Collected data
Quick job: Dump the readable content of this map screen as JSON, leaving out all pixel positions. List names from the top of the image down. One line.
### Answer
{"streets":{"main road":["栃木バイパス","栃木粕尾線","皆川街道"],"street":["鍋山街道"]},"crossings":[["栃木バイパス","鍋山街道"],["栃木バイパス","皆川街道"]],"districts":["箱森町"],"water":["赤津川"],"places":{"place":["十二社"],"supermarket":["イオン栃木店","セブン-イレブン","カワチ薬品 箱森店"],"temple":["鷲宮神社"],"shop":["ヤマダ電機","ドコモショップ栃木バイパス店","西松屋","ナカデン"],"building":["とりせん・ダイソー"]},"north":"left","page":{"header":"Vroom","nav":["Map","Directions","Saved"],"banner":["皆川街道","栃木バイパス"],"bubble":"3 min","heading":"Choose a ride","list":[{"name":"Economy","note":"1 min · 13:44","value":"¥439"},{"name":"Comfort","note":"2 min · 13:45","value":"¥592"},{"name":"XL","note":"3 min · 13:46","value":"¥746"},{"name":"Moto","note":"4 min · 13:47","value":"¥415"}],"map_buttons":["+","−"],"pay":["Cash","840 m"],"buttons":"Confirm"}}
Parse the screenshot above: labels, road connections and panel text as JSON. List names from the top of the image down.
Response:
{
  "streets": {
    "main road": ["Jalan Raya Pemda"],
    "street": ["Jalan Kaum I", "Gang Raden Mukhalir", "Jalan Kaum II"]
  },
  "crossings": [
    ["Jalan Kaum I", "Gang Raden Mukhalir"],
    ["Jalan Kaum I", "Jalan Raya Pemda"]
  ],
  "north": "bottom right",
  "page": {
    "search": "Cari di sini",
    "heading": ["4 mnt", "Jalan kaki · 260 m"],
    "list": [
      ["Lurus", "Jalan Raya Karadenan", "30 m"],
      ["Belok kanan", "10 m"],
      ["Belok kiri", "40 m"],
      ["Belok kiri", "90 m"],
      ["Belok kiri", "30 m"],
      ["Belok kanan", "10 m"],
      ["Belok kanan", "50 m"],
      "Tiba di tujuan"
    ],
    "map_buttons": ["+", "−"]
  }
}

Work instruction: Transcribe each record exactly. Leave nothing out.

The completed task:
Quick job: Dump the readable content of this map screen as JSON, leaving out all pixel positions. List names from the top of the image down. One line.
### Answer
{"streets":{"main road":["栃木バイパス","栃木粕尾線","皆川街道"],"street":["鍋山街道"]},"crossings":[["栃木バイパス","鍋山街道"],["栃木バイパス","皆川街道"]],"districts":["箱森町"],"water":["赤津川"],"places":{"place":["十二社"],"supermarket":["イオン栃木店","セブン-イレブン","カワチ薬品 箱森店"],"temple":["鷲宮神社"],"shop":["ヤマダ電機","ドコモショップ栃木バイパス店","西松屋","ナカデン"],"building":["とりせん・ダイソー"]},"north":"left","page":{"header":"Vroom","nav":["Map","Directions","Saved"],"banner":["皆川街道","栃木バイパス"],"bubble":"3 min","heading":"Choose a ride","list":[{"name":"Economy","note":"1 min · 13:44","value":"¥439"},{"name":"Comfort","note":"2 min · 13:45","value":"¥592"},{"name":"XL","note":"3 min · 13:46","value":"¥746"},{"name":"Moto","note":"4 min · 13:47","value":"¥415"}],"map_buttons":["+","−"],"pay":["Cash","840 m"],"buttons":"Confirm"}}
Parse the screenshot above: labels, road connections and panel text as JSON. List names from the top of the image down.
Response:
{
  "streets": {
    "main road": ["Jalan Raya Pemda"],
    "street": ["Jalan Kaum I", "Gang Raden Mukhalir", "Jalan Kaum II"]
  },
  "crossings": [
    ["Jalan Kaum I", "Gang Raden Mukhalir"],
    ["Jalan Kaum I", "Jalan Raya Pemda"]
  ],
  "north": "bottom right",
  "page": {
    "search": "Cari di sini",
    "heading": ["4 mnt", "Jalan kaki · 260 m"],
    "list": [
      ["Lurus", "Jalan Raya Karadenan", "30 m"],
      ["Belok kanan", "10 m"],
      ["Belok kiri", "40 m"],
      ["Belok kiri", "90 m"],
      ["Belok kiri", "30 m"],
      ["Belok kanan", "10 m"],
      ["Belok kanan", "50 m"],
      "Tiba di tujuan"
    ],
    "map_buttons": ["+", "−"]
  }
}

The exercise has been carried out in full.